Superman for Dummies
D’Annunzio’s own work and life were shaped from the mid-1890s onwards by the Nietzschean idea of the superman: the individual authorized by his successful self-overcoming personality to scorn ordinary mortals and their conventional morality. Running for parliament in 1897, despite his contempt for politics, D’Annunzio confessed to a friend: ‘I have just come back from an electoral trip; and my nostrils are still full of an acrid smell of humanity.’
Disdain for the compromises of democracy and sluggish masses would in Fiume in 1919 mutate into Byronic postures of military and existential heroism and a heavily stylized mass politics. The French men of letters had originally imported literary language into politics. The Germans critiqued the levelling effects of modernity with an explicitly aesthetic ideology; and Wagner had constructed the first great spectacles in art. But D’Annunzio, though labelled ‘Wagner’s monkey’ by Thomas Mann, actually wielded a greater power of seduction in the new era of mass media and politics. Recoiling from tediously deliberative liberal democracy, he offered an existential politics of flamboyant gestures. ‘It seems to me,’ he wrote, ‘that the word, addressed orally and directly to a multitude, must have as its only purpose action, violent action if necessary.’
He also tapped into a loathing of liberal-bourgeois civilization that had intensified all through the nineteenth century. Even a profound sensibility like Tocqueville had indulged a hyper-masculine dream of grandeur, heroism, self-sacrifice, power and conquest – the martial virtues apparently depleted by self-seeking liberal-bourgeois individualists. In 1919, Fiume’s international cast of rebels served as a reminder – in the interregnum before another round of mechanized slaughter – of an increasingly militarized will to power, trampling into the dust the liberal Enlightenment assumption that rationally self-interested individuals would use science and moral self-control to create a good society. Unlike his fellow artists, D’Annunzio articulated both his disaffection with liberal-bourgeois civilization and an awesome plan to overcome it. Raising the stakes to life or death, he presaged the political magicians – at least one of them a failed artist – who would beguile angry masses with promises of superhuman action and mythopoeic visions of a radiant future.

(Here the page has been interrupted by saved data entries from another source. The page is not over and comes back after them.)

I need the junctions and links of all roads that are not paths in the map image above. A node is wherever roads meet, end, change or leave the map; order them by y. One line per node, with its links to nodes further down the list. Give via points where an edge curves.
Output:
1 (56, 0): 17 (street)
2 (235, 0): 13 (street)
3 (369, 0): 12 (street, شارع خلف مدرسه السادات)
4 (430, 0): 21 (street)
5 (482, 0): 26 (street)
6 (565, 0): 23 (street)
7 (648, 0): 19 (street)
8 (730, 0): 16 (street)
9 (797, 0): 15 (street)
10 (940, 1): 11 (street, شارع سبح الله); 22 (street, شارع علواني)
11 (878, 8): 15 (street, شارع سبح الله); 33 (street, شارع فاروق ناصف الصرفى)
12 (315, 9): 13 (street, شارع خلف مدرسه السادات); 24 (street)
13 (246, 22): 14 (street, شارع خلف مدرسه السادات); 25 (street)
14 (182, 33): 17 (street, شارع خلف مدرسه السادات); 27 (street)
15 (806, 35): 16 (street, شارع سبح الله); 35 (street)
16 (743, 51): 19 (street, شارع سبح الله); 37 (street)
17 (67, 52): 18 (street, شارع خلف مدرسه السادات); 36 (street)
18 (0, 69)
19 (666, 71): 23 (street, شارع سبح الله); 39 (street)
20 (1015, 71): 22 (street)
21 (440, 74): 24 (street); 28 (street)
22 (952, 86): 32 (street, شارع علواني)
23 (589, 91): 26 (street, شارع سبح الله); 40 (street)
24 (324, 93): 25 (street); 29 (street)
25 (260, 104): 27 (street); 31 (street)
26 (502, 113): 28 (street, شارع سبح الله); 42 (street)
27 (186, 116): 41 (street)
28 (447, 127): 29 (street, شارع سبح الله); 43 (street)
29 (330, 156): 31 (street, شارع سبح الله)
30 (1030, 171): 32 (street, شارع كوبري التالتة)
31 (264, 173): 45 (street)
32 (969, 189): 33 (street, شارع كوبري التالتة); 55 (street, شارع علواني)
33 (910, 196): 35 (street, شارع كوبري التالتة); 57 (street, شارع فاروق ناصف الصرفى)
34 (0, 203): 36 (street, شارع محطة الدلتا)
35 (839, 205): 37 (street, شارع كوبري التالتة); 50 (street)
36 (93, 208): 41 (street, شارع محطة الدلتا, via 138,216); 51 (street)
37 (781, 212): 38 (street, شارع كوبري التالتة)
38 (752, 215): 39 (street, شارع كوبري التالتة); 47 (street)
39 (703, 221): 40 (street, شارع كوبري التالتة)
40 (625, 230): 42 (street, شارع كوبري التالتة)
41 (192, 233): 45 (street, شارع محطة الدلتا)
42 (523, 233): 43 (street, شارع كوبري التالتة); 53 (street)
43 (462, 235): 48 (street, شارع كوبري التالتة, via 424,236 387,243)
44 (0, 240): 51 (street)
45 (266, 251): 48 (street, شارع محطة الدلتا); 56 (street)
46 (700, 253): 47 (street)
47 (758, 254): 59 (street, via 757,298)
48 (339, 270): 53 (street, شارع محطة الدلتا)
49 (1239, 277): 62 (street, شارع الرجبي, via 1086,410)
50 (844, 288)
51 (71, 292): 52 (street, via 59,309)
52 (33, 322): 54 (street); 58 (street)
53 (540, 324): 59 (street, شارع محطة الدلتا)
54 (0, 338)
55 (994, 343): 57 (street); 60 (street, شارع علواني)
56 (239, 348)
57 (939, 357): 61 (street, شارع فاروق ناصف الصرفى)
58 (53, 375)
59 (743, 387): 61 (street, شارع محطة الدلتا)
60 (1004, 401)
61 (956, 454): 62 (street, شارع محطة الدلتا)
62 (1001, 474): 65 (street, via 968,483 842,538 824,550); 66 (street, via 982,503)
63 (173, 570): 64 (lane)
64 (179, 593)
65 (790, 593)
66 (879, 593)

The demagogues were helped by the repeated failure of liberal-bourgeois democracy to respond to the masses of people struggling with the fear and uncertainty provoked by the vast and opaque processes of modernization. From the 1870s onwards, as Italy and Germany became unified states, a suspicion intensified across Europe that parliamentary democracy, easily manipulated by elites with sectarian interests, was deceitful, or at least incapable of achieving general well-being. The trio of Gaetano Mosca, Vilfredo Pareto and Robert Michels, three pioneering sociologists, simultaneously sought to expose the hypocrisy, cynicism and egotism of self-serving elites behind the rhetoric of democracy.
They were not ‘neo-Machiavellian’ for the sake of it. The old liberal model, which evidently worked to protect the rights and freedoms of privileged individuals, had failed to confer democratic citizenship on ordinary people, let alone bring them economic rewards or restore their sense of community. Meanwhile, cities were growing uncontrollably, condemning most of their inhabitants to physical and moral squalor, and even its posher inhabitants to much fear and anxiety about the rising masses.